Search on repo listings is slow (2 seconds+) for the most common/obvious queries (e.g., repo:github.com/sourcegraph or repo:github.com/facebook) while similar queries (like repo:ithub.com/sourcegraph and repo:sourcegraph) are instant.

I strongly suspect this is due to a bad interaction of trigram indexing and repo_name strings. Long explanation below.

TLDR Problem

Basically, any repo_name starting with github.com generates a trigram set for github and com. When searching for something like github.com/sourcegraph, only the trigrams generated by sourcegraph distinguish it from all other entries (i.e., and their trigrams) prefixed with github.com. It turns out that searching over entries containing these common github.com trigrams (since there are many of them, and they appear frequently in the trigram ordering) makes the indexed search expensive. Since repo_name shares substrings/prefixed substrings this is hurting trigram search. The bad news is that the more github.com/... entries are added, the slower repo:github.com/... searches will get.

TLDR Proposed Solution

Conceptually, it would be faster to (trigram) search only on the (unique) repo orgs and names (the part after github.com/...) and then filter by the prefix (if any). But this needs code and/or changes to the DB.

I did some experimenting, and the most effective (and immediate) solution I came up with is to add a BTREE index to the table. PSQL is smart enough to use the BTREE index for LIKE github.com/...% queries (i.e., the most obvious and common ones) and fall back on the trgm index for regex.

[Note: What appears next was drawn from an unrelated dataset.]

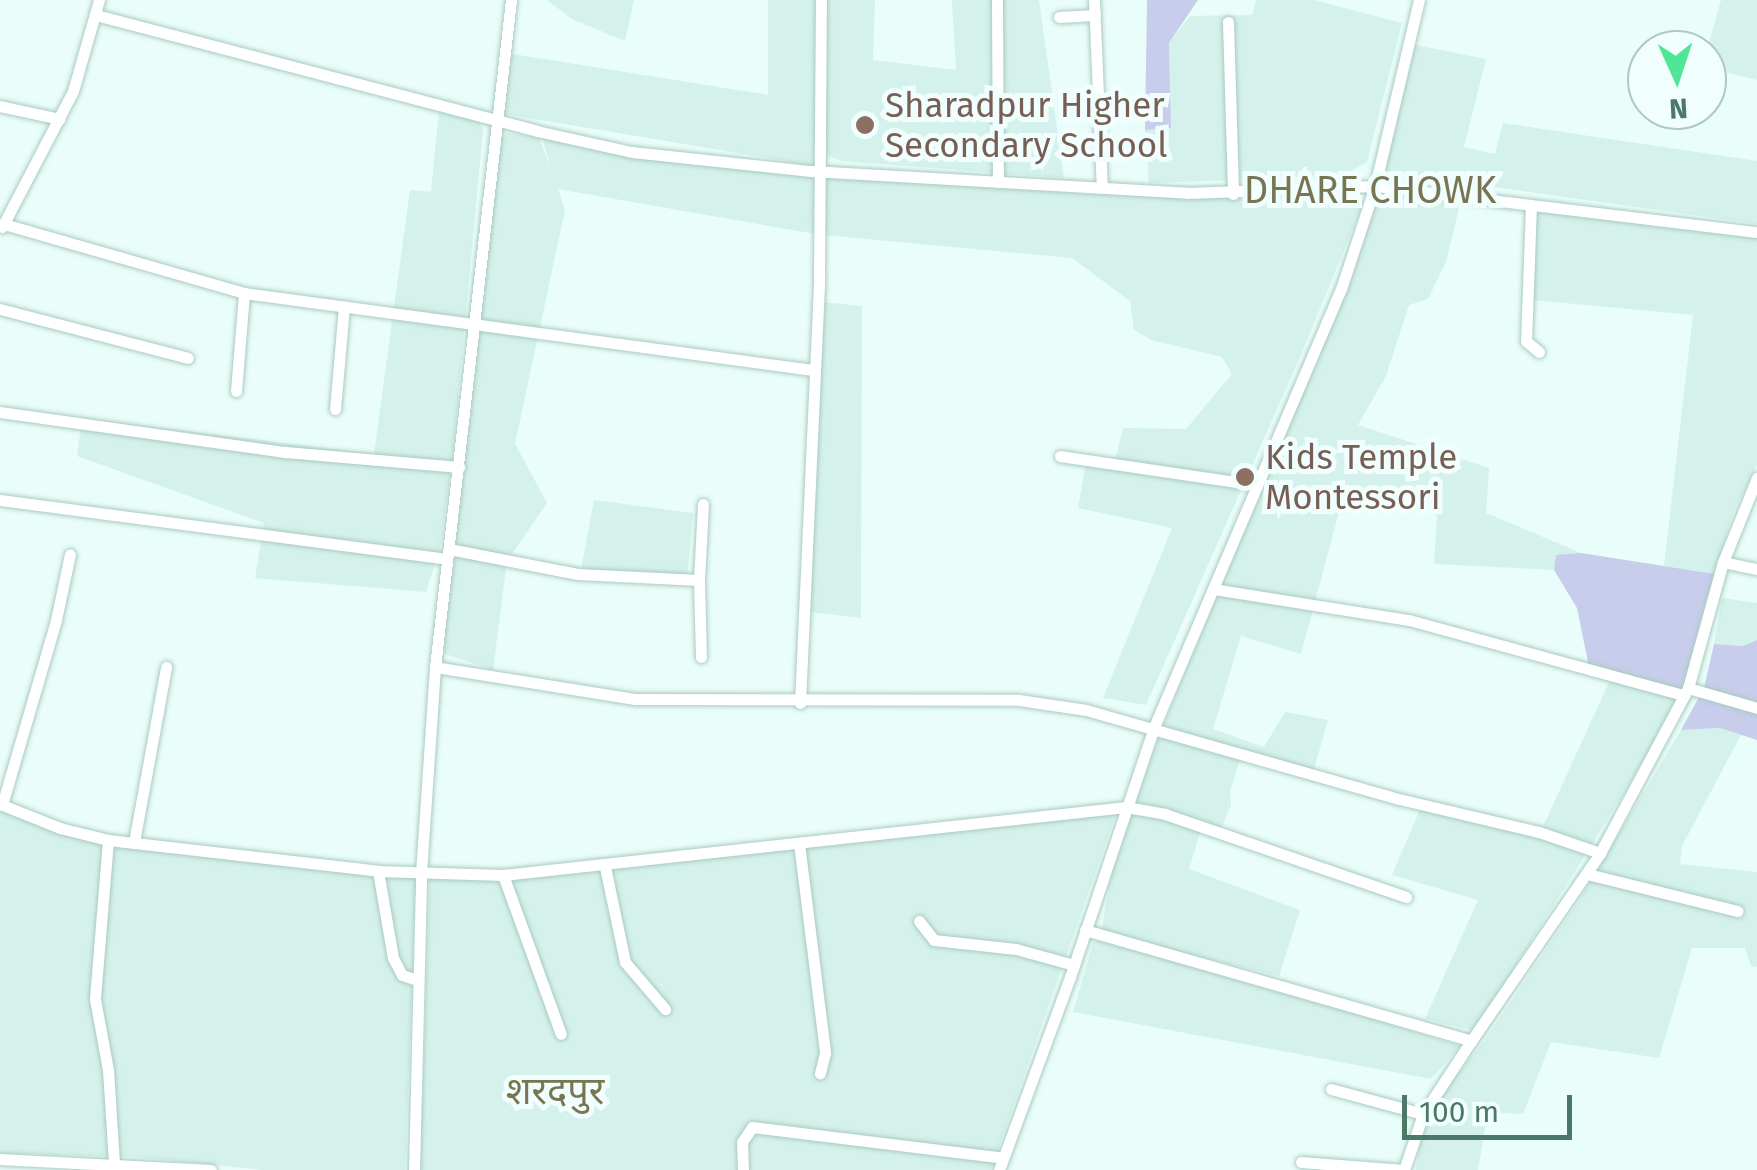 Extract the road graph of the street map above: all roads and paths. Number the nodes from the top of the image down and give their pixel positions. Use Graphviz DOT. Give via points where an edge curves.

Based on my experiments it should take < 1min to generate the BTREE index for prod-sized data and < 1GB in size.

Problem and Experiments

I tested a variety of different queries on sourcegraph.com, which behaved weirdly depending on the query. After looking at repo listing code and PSQL conversions I eventually became convinced that the issue was a postgres thing and not something in the Go code.

I started looking into the trigram index, and then became suspicious about the behavior depending on how the queries were changed. Summary table below for a Query, the PSQL conversion, trigram generated (using SELECT show_trgm('github.com/sourcegraph');), the time it took, a link to the query, and description.

Although the queries are not equivalent, each returns the same results for this case (just to rule out that the result size is not having an effect here).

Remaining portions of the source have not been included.